- Directed by: Ben "M7" Yalung
- Written by: Tony Mortel
- Produced by: Horace G. Yalung; Roman G. Yalung; Ricardo Q. Yalung; Eduardo V. Garcia;
- Starring: Lito Lapid; Jackie Aquino; Eddie Garcia; Paquito Diaz;
- Cinematography: Ernesto "Boy" Dominguez
- Edited by: Joe Solo
- Music by: Mon del Rosario
- Production companies: Cine Suerte EG Productions
- Distributed by: Cine Suerte
- Release date: October 25, 1989;
- Country: Philippines
- Language: Filipino

= Jones Bridge Massacre (Task Force Clabio) =

1989 action film starring Lito Lapid

Jones Bridge Massacre (Task Force Clabio) is a 1989 Filipino crime action film based on an ambush on the Jones Bridge on June 8, 1989, in which two policemen were killed. Directed by Ben "M7" Yalung, the film stars Lito Lapid, Jackie Aquino, Eddie Garcia, Paquito Diaz, Berting Labra, Ruel Vernal, Robert Talabis, Rez Cortez, King Gutierrez and Edwin Reyes. Produced by Cine Suerte and EG Productions, the film was released on October 25, 1989.

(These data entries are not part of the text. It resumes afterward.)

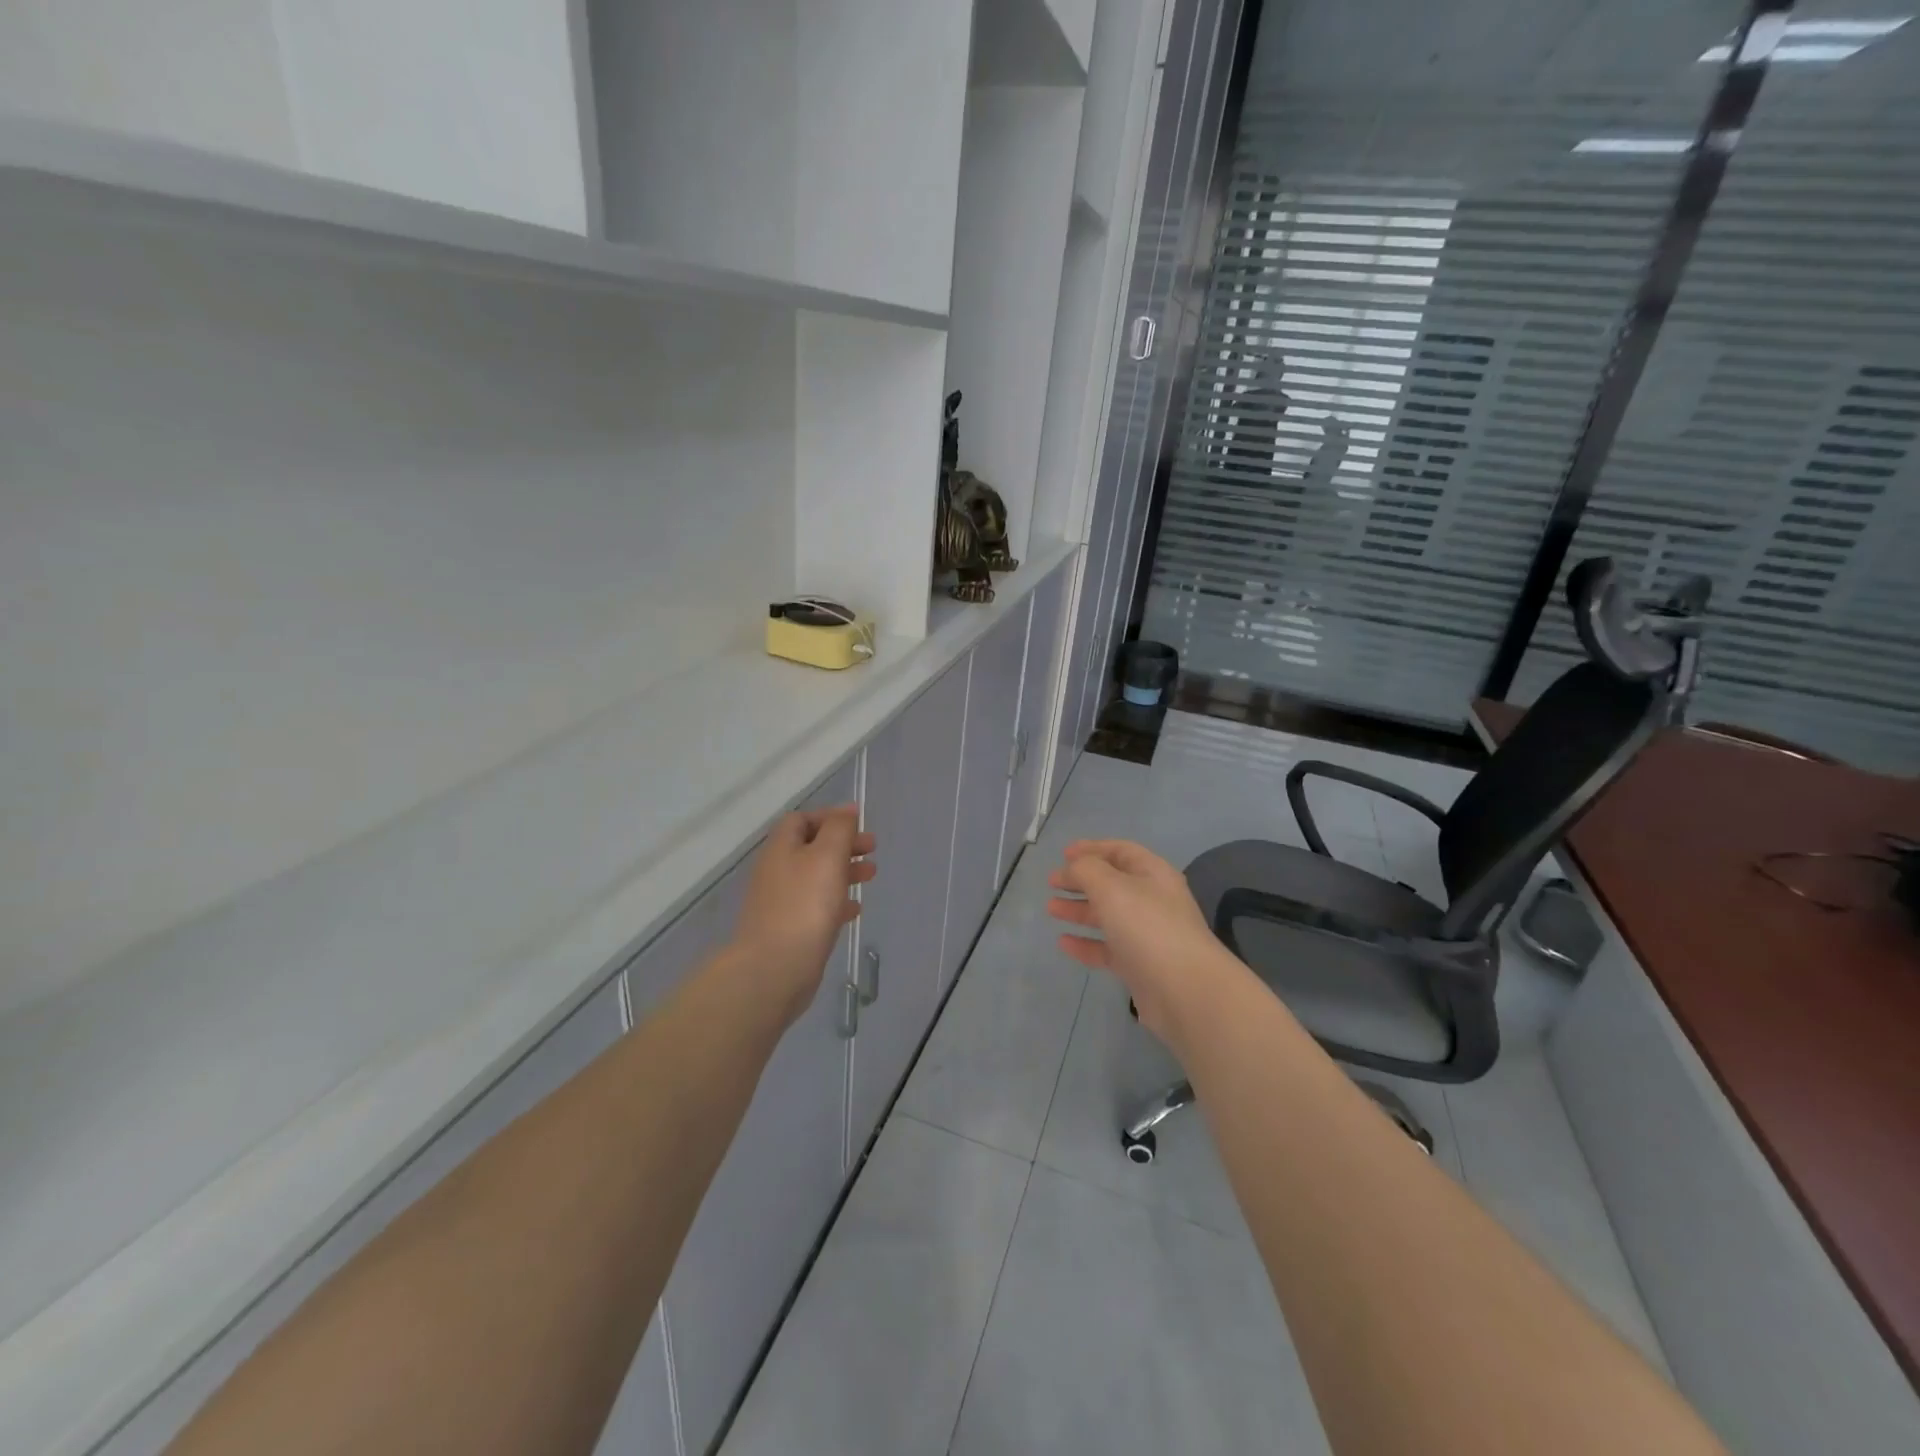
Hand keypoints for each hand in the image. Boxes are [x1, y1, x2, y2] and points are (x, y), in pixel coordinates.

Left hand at [730, 804, 875, 1027]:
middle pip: (811, 847)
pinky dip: (836, 901)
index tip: (858, 823)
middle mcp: (777, 870)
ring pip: (816, 877)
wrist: (774, 968)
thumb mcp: (827, 855)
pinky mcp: (789, 929)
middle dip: (843, 844)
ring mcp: (781, 902)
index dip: (830, 817)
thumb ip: (839, 829)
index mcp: (781, 847)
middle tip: (872, 848)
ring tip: (871, 875)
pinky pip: (816, 906)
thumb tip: (847, 810)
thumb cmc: (804, 905)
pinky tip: (855, 909)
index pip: (802, 819)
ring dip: (844, 871)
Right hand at [1047, 840, 1240, 1042]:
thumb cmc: (1148, 927)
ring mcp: (1147, 935)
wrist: (1185, 991)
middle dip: (1081, 880)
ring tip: (1051, 909)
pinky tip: (1063, 943)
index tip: (1063, 854)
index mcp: (1153, 874)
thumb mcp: (1111, 887)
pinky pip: (1108, 949)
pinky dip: (1086, 943)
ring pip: (1108, 916)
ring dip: (1080, 910)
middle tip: (1052, 883)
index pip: (1121, 851)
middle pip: (1112, 883)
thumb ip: (1086, 870)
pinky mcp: (1140, 966)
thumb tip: (1074, 867)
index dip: (1092, 848)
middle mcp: (1152, 901)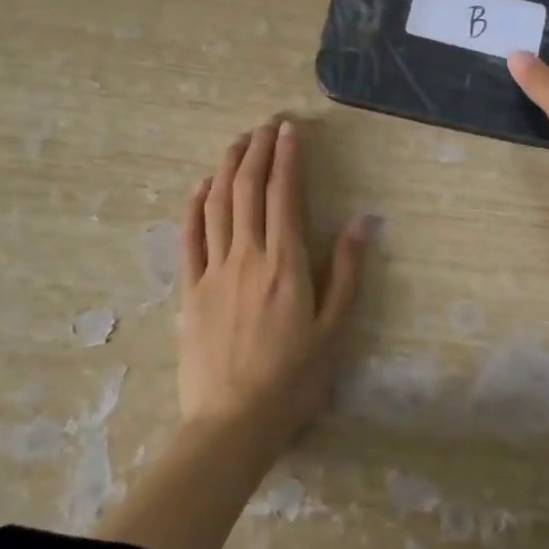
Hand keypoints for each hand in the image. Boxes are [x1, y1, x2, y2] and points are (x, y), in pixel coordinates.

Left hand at [178, 117, 366, 451]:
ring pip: (217, 204)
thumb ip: (346, 273)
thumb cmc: (292, 380)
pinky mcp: (190, 289)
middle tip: (265, 125)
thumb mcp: (334, 330)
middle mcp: (247, 255)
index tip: (290, 130)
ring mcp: (213, 270)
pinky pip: (189, 237)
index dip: (287, 157)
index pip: (285, 194)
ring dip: (227, 167)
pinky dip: (195, 206)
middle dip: (257, 151)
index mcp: (285, 263)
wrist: (232, 423)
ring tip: (237, 142)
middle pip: (248, 189)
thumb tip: (359, 223)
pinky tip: (201, 186)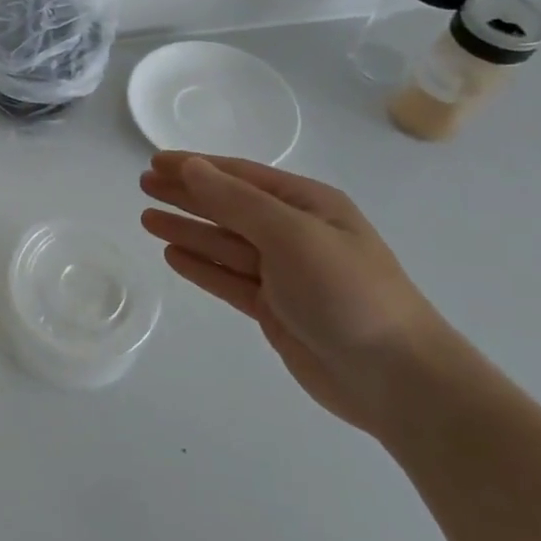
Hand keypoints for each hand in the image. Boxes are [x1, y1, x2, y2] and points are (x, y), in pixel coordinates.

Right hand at [140, 153, 450, 435]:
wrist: (396, 379)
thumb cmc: (347, 292)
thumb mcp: (291, 235)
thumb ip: (236, 201)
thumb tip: (191, 168)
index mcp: (308, 205)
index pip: (240, 176)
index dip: (196, 166)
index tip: (155, 161)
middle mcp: (294, 234)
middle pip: (228, 207)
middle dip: (187, 195)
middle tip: (144, 185)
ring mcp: (284, 274)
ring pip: (223, 243)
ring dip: (187, 230)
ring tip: (147, 219)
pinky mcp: (275, 309)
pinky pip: (227, 279)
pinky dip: (200, 266)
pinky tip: (173, 256)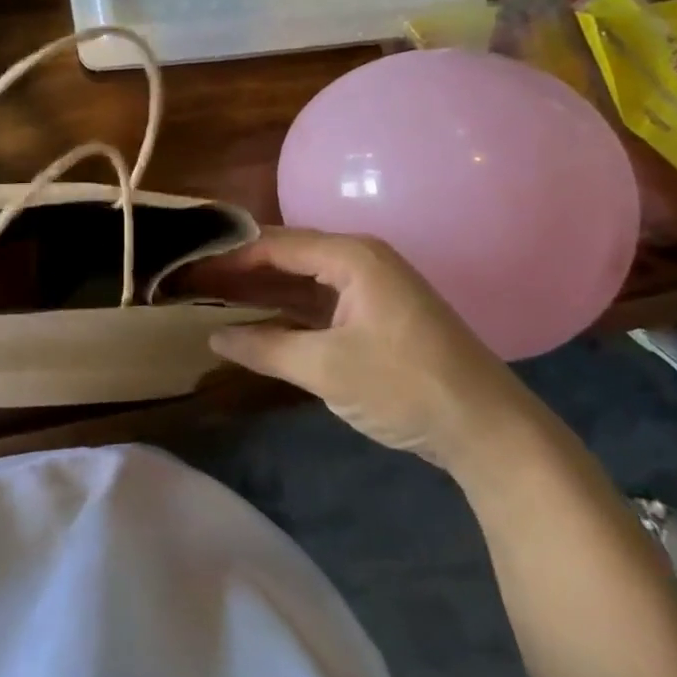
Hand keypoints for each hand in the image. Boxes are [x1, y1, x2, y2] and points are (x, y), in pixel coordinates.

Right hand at [197, 228, 536, 470]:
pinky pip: (316, 303)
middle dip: (237, 270)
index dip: (228, 254)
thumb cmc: (406, 387)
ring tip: (206, 294)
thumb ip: (265, 348)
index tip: (186, 264)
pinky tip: (251, 319)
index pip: (274, 243)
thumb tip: (214, 338)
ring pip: (299, 281)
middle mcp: (358, 261)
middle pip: (285, 257)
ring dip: (258, 290)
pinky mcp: (373, 317)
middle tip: (188, 279)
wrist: (491, 432)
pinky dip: (283, 311)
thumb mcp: (327, 368)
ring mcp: (368, 289)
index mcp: (351, 257)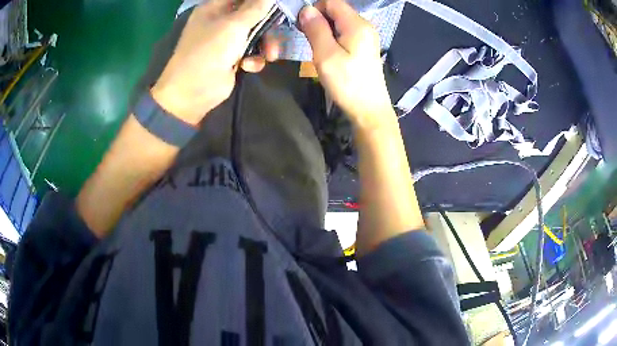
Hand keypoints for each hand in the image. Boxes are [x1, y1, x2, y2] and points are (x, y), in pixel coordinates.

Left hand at [151, 0, 279, 124]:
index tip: (277, 4)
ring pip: (257, 34)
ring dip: (266, 44)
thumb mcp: (233, 25)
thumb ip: (255, 8)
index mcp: (215, 8)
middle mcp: (221, 21)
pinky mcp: (232, 58)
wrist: (192, 93)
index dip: (260, 0)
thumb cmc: (208, 52)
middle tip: (278, 32)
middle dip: (268, 24)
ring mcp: (227, 40)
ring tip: (270, 55)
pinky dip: (254, 59)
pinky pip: (252, 52)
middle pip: (253, 14)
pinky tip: (248, 66)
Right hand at [299, 0, 393, 129]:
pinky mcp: (365, 46)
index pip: (332, 2)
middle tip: (309, 40)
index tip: (303, 26)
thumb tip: (306, 9)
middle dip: (319, 20)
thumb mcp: (326, 55)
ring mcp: (366, 36)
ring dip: (324, 30)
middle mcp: (365, 25)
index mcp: (357, 24)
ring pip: (339, 22)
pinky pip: (345, 32)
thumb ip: (316, 29)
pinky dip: (333, 37)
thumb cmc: (347, 83)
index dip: (314, 9)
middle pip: (336, 10)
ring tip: (319, 49)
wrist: (369, 109)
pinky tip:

Critic Justino Dormiendo of the National Midweek gave the film a positive review for its "engrossing" storytelling, though he was nevertheless critical of the decision to exploit a tragic incident for mass consumption.

==Cast==

- Lito Lapid as P/Lt. Col. Aladdin Dimagmaliw
- Jackie Aquino
- Eddie Garcia as Brig. Gen. Garrido
- Paquito Diaz as Boy Ramirez
- Berting Labra as Hector Villar
- Ruel Vernal as Sgt. Jose Razon
- Robert Talabis as P/Capt. Cricensio Cabasal
- Rez Cortez as Capt. Wenceslao Ealdama
- King Gutierrez as Capt. Reynaldo Jaylo
- Edwin Reyes as Lt. Gene Javier
- Renato del Prado
- Manjo del Mundo
- Ernie Zarate as Brig. Gen. Alfredo Lim
- Romy Romulo
- Myleen Gonzales
- Rose Ann Gonzales
- Frank Lapid as Frank
- Polly Cagsawan
- Rene Yalung
- Roldan Aquino as Major Clavio
- Joey Padilla

==Production==
Director Ben "M7" Yalung of Cine Suerte announced in July 1989 that he will produce a film adaptation of the June 8 incident, having consulted with both Western Police District chief Alfredo Lim and Movie and Television Review and Classification Board (MTRCB) chairman Manuel Morato regarding his intention. Phillip Salvador was originally cast as Lt. Col. Dimagmaliw. However, he was still on vacation and director Yalung was pressured to release the film while the incident was still of interest. As a result, Lito Lapid took over the role.

==Release==
Jones Bridge Massacre was released in theaters in late October 1989. Brig. Gen. Alfredo Lim, director of the National Bureau of Investigation (NBI), was reportedly impressed by the film's trailer alone, and thus gave his endorsement of the film.

===Critical response===
Justino Dormiendo, writing for the National Midweek, gave Jones Bridge Massacre a positive review, praising its "engrossing" storytelling, the well-defined characterization of Aladdin, and the "gratifying" plot twist. However, he still cited numerous shortcomings of the film, such as the caricatured portrayal of real life figures such as Alfredo Lim and Jejomar Binay, the presumptuous stance the filmmakers took in presenting the twist as accurate to real life, and the film's apparent exploitation of "an all-too real event" for a mass audience.